On Friday, a group of 13 tax law professors and lawyers, many of whom have been vocal opponents of the Republican plan, published a 34-page paper offering a taste of what those unintended consequences might be. You know how people have been joking about incorporating themselves ever since these tax bills started kicking around? That’s almost certainly going to be a thing. Investors may be able to shelter their investment profits by stuffing them into C-Corporations, which are in line for a low, 20 percent tax rate.
Many individuals could save on their income taxes by gaming proposed tax breaks for passthrough businesses—firms like partnerships and LLCs that aren’t subject to the corporate rate. Baseball players will probably start separate companies to collect all of their endorsement and licensing royalties while saving on taxes. A law firm could split itself into multiple pieces in order to minimize its associates’ IRS bills. Here’s how that last scheme would work, according to Slate:
Law firm associates, LLC. Under the Senate bill, there is potentially a major problem as drafted: Employees may be able to benefit from the pass-through provision by forming a pass-through of which they are an owner. To achieve the tax savings, no longer be an employee (who cannot benefit from the provision); instead be an owner (who can benefit from the provision).
For example, law firm associates (and other employees of the firm) should no longer be mere associates.
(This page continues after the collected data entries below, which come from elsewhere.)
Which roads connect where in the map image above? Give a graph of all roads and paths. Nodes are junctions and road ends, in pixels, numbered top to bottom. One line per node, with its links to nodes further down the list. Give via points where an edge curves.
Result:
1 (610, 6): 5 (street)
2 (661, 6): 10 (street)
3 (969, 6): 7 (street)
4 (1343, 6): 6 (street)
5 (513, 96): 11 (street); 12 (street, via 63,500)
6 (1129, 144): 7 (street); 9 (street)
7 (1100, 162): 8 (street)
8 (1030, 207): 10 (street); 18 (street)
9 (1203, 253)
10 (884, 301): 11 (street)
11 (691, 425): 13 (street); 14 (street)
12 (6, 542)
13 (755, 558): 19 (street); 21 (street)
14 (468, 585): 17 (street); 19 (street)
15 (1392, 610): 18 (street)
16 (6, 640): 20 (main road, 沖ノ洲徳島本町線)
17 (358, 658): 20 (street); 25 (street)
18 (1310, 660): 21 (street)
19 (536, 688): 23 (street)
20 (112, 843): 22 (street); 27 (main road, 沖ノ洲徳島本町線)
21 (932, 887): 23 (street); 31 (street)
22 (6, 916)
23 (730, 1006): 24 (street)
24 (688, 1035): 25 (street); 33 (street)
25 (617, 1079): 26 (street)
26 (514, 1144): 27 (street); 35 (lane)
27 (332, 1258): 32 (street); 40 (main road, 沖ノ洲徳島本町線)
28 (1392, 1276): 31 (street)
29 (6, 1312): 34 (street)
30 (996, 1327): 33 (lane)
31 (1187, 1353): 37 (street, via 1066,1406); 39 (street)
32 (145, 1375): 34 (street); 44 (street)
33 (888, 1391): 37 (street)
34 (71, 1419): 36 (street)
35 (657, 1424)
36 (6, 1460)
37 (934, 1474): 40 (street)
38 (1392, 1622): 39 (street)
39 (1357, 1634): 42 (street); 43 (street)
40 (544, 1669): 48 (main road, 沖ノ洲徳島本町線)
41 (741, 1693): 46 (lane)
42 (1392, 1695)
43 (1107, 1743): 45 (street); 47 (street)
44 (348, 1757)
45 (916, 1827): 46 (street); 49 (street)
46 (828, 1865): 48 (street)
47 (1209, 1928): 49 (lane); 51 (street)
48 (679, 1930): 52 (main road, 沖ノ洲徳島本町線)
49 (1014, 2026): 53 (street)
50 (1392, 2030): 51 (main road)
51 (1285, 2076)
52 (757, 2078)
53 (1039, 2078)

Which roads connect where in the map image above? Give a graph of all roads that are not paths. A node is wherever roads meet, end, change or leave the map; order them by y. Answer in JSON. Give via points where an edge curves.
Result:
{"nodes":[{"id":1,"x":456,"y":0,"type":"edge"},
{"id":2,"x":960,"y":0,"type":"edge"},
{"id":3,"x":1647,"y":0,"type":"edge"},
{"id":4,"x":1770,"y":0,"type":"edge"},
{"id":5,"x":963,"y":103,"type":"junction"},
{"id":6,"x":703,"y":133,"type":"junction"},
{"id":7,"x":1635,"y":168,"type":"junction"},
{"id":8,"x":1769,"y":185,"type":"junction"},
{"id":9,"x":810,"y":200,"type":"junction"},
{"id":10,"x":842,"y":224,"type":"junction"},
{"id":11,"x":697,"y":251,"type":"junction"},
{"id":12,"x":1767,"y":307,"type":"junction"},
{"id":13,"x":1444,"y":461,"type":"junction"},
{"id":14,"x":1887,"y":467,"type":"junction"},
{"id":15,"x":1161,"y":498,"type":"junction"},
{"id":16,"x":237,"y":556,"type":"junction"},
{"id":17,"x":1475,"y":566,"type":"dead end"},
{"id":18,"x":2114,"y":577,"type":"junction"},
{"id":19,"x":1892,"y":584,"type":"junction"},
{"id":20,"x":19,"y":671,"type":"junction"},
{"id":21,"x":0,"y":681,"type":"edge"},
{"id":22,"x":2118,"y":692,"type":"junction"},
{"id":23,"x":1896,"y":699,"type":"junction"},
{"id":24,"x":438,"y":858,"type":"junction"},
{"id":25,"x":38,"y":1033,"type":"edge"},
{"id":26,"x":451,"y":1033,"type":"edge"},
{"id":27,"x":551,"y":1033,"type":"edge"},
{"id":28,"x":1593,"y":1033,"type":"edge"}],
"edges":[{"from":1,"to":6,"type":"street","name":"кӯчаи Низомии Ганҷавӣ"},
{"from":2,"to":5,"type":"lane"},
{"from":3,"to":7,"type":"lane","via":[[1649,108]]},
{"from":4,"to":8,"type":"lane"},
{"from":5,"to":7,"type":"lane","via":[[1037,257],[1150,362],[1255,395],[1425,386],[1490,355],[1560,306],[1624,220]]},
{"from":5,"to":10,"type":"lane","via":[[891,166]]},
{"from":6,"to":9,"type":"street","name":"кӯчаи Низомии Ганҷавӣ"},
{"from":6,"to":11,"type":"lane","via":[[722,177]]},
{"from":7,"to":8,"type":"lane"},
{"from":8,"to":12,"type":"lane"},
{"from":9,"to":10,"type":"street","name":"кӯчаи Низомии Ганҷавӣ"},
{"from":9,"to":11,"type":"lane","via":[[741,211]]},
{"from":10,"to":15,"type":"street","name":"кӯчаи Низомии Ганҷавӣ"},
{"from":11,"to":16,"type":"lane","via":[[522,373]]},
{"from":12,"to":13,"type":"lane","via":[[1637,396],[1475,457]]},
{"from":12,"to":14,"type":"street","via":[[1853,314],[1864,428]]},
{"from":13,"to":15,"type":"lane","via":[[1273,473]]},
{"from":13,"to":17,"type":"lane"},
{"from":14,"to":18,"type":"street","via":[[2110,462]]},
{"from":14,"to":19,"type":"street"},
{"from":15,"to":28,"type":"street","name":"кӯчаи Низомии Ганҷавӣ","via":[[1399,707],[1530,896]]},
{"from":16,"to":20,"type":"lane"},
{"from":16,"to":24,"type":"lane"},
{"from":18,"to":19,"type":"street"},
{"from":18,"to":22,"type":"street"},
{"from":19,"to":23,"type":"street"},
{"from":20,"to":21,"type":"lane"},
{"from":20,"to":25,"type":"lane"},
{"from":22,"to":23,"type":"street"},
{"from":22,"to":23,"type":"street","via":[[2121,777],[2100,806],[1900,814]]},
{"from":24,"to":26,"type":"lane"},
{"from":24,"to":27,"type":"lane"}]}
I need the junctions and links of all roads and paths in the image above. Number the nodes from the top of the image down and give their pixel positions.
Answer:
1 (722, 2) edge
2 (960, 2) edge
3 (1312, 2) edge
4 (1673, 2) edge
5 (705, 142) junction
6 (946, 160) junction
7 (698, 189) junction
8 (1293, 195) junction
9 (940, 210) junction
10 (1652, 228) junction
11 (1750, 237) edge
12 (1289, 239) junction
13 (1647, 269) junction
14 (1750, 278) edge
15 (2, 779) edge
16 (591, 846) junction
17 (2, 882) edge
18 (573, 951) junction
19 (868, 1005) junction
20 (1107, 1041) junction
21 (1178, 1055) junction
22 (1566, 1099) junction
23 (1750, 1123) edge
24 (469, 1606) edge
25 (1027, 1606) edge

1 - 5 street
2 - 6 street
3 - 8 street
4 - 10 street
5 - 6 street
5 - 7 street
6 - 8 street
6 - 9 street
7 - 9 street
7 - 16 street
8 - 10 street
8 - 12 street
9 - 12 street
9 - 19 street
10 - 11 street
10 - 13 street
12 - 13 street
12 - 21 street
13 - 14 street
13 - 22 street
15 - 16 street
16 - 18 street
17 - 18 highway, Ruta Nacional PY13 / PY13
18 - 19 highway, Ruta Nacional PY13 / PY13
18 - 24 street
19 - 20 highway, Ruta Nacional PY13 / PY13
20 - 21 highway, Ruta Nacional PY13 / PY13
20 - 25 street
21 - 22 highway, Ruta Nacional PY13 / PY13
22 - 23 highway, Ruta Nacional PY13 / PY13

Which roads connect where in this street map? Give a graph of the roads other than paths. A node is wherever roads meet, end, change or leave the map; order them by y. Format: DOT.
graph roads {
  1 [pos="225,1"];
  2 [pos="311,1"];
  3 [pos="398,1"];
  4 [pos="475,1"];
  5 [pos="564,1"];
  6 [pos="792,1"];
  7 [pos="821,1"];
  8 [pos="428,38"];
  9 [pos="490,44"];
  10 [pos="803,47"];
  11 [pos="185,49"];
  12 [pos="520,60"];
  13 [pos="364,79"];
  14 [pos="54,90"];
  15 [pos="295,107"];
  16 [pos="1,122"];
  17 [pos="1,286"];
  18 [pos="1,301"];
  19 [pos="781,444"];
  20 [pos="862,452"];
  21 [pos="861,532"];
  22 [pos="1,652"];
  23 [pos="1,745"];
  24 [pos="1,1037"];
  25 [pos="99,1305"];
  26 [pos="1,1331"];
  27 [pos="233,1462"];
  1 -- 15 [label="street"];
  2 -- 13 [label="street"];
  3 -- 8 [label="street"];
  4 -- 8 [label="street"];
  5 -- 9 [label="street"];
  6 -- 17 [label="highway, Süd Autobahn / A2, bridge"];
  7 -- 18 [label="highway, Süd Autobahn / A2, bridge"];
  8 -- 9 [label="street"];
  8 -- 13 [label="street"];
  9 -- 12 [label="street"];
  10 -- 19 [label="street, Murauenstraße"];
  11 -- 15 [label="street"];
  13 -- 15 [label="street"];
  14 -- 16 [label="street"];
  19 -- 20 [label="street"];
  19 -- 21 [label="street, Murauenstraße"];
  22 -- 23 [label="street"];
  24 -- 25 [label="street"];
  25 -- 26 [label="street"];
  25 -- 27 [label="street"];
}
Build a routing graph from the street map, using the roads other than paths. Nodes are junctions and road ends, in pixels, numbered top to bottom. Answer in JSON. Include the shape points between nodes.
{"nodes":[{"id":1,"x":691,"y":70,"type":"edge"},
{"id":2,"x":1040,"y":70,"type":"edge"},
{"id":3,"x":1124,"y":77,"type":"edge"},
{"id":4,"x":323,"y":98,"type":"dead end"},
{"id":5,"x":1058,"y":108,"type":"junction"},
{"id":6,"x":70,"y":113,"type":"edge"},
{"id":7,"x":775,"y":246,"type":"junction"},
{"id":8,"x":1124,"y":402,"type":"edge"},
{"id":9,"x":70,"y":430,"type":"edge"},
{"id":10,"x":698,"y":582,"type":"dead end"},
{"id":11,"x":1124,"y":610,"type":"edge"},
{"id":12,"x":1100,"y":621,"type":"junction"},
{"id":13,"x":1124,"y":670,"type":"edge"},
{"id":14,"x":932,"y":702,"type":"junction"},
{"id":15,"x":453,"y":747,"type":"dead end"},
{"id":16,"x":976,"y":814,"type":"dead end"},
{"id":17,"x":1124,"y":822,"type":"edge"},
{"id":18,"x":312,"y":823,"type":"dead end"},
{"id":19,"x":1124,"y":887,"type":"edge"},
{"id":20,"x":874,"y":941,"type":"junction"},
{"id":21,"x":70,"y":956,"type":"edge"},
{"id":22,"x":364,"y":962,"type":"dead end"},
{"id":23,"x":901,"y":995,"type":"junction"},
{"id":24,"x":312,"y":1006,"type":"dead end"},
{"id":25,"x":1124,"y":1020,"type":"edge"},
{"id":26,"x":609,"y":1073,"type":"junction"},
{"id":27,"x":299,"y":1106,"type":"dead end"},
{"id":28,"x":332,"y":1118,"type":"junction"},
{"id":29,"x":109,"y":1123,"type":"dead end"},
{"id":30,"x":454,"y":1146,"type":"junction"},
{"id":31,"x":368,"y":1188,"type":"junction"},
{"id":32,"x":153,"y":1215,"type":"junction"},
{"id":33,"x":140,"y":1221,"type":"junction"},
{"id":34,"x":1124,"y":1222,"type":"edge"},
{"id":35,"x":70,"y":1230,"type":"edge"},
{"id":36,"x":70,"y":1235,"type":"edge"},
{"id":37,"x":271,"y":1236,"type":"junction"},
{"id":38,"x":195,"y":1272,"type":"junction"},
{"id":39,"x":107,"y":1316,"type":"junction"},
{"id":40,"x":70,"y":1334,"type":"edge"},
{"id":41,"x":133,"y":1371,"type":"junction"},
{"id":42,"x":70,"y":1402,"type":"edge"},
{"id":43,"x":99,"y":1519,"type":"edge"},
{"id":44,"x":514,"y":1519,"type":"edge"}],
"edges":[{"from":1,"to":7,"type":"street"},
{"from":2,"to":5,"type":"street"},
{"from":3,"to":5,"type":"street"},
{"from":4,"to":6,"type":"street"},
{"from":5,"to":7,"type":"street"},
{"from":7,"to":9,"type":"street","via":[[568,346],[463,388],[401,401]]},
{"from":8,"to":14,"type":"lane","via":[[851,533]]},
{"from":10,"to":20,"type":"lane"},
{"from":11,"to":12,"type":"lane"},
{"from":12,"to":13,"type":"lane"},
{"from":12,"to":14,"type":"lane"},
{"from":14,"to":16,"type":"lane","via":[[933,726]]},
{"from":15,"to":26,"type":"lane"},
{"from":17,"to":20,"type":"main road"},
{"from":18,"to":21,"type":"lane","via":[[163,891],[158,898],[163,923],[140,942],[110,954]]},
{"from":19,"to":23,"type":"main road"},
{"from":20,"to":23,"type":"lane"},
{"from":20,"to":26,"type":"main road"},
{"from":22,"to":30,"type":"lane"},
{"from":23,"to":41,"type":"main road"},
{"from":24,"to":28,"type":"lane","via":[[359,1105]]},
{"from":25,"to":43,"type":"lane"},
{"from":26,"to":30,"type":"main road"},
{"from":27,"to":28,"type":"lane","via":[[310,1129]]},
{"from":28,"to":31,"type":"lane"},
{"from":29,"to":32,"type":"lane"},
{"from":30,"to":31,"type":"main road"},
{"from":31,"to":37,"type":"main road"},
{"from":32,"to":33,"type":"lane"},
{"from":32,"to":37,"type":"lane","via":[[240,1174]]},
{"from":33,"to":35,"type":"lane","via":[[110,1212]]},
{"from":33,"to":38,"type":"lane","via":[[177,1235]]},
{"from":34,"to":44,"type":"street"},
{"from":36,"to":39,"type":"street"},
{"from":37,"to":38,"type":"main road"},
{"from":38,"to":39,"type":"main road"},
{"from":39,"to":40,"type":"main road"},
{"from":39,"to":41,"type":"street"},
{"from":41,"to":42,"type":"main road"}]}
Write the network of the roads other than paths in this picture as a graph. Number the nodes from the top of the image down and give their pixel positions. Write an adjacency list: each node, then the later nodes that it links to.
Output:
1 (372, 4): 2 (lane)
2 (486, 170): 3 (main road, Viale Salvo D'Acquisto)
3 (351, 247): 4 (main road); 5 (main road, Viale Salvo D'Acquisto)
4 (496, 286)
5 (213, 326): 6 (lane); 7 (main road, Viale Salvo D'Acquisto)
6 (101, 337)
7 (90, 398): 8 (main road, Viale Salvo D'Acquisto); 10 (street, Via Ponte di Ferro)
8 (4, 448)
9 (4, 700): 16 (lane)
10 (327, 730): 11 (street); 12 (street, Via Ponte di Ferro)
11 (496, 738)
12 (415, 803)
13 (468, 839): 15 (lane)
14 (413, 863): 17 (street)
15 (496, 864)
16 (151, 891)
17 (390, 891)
They should instead be partners in Associates, LLC—a separate partnership paid to provide services to the original firm. Their “profit share”—in lieu of salary—from Associates, LLC would then be given the special low pass-through rate. There are restrictions on lawyers—since they provide a personal service, which is disfavored in the bill—from benefiting from the special pass-through rate, but those restrictions would not apply to these associates.
So long as the associate (or really partner in Associates, LLC) makes less than $500,000 in taxable income (for a married couple) or $250,000 (for a single individual), they would be fully eligible. And that covers a lot of law firm associates, not to mention many other people who are now employees—but who may not be for long.
Far from making accountants and tax lawyers obsolete with this "simplified tax bill" – the GOP is creating a bonanza next year as everyone in America (who matters) will be rushing off to form Corporations or Partnerships to push ther income into that 20% Corportate Tax Rate. As noted on the chart above, people in the Top 1% households, who make an average of $1.26M/yr ($465,52 is the bottom of the 1%) will save about half of their $440,000 average tax bill. Paul Ryan's $2,059 deduciton example for housholds making a "typical" $73,000 actually already puts them in the Top 20% while the Top 10% begins at $133,445 and averages $295,845 and the Top 5% make $214,462 or higher and average $350,870.
It's the cut-offs that matter more than the average because the Top 1% pull the average up for each group far more than the acutal number of people earning anything like that in the category so MOST people in the 20-10% range make about $60-$90,000 but those are ALL of the people the GOP cares about above the line where they begin f'ing people over to get their money – otherwise known as the bottom 80%, 250M Americans who make less than $60,000 per household.
Those people are totally and completely screwed as they save no money in taxes and get hundreds of Billions of Dollars in benefits cut to pay for the tax cuts for their betters. The more loopholes there are now, the more benefits will have to be cut down the road to balance the budget. The typical base benefit cuts to those families is over $2,000/year and, over the course of their lives, it will simply put those families $80,000 more in the hole than they are now ($139,500 debt avg) which, of course, enslaves them to their creditors, which is step 1 to reversing the Emancipation Proclamation, which is really the GOP end game.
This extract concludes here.